Differential injury in two adjacent regions of the PVWM, the PVWMm and PVWMl, coincides with the extent of preOL degeneration. A, Many degenerating O4-labeled cells (arrowheads) localized to the PVWMm. Note the lack of early myelination in this region. B, High-power image that corresponds to the inset in A shows typical degenerating cells with pyknotic Hoechst-labeled nuclei (arrowheads). Intact O4-labeled cells are indicated (arrows). C, The low-power distribution of O4-labeled cells and early myelinated axons in the PVWMl. Note that most premyelinating cells localized to the border of the myelinated tract, where occasional pyknotic cells (arrowheads) were observed. D, High-power image that corresponds to the inset in C shows a degenerating cell (arrowhead) and adjacent intact cells (arrows). Several myelinated axons are indicated (red arrows). E, The percentage of total OLs degenerating at 24 h after ischemia.
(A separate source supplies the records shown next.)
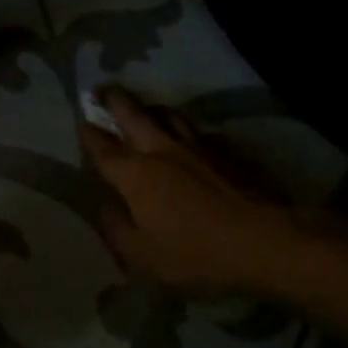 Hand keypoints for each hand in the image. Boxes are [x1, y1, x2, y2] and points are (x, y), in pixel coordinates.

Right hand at [81, 86, 302, 297]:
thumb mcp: (143, 257)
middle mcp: (161, 150)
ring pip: (169, 114)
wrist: (266, 240)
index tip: (81, 121)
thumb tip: (104, 207)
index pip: (102, 147)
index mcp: (135, 175)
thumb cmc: (197, 253)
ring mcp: (197, 146)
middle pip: (132, 114)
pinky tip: (192, 136)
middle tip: (104, 90)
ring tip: (146, 106)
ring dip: (152, 107)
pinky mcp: (228, 150)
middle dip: (114, 101)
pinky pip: (201, 131)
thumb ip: (116, 229)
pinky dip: (188, 129)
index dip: (88, 133)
The PVWMm had a markedly higher (26 ± 1%) percentage of cells that degenerated than the PVWMl (8 ± 2%). F, The total density of 04-labeled cells at 24 h after ischemia relative to control in the PVWMm and PVWMl. Note that the total density of OL lineage cells, defined by labeling with the O4 antibody, was very similar in the control PVWMm and PVWMl. A significant loss of O4-labeled cells of ∼40% occurred in the PVWMm, whereas the number of cells in the PVWMl decreased by only ∼20%. *p < 0.001 for control versus 37 min ischemia; ^#p < 0.01 for ischemia PVWMm versus PVWMl; unpaired two-tailed t tests. Scale bars: A, C, 200 μm; B, D, 25 μm. Error bars represent 1 SEM.

Figure 8.

In situ quantification of cerebral blood flow by digital dissection of microsphere density in the PVWMm and PVWMl. No significant differences in blood flow between the PVWMm and PVWMl were detected under conditions of basal flow (n = 8), ischemia (n = 7), or at 15 min (n = 5) or 60 min (n = 7) of reperfusion. During ischemia, blood flow decreased to similar levels of 14 ± 9% of basal in the PVWMm and 17 ± 11% in the PVWMl. After 15 min of reperfusion, there was a modest hyperemia in both the PVWMm and PVWMl. By 60 min, blood flow returned to near basal levels again in the PVWMm and PVWMl. Error bars represent 1 SEM.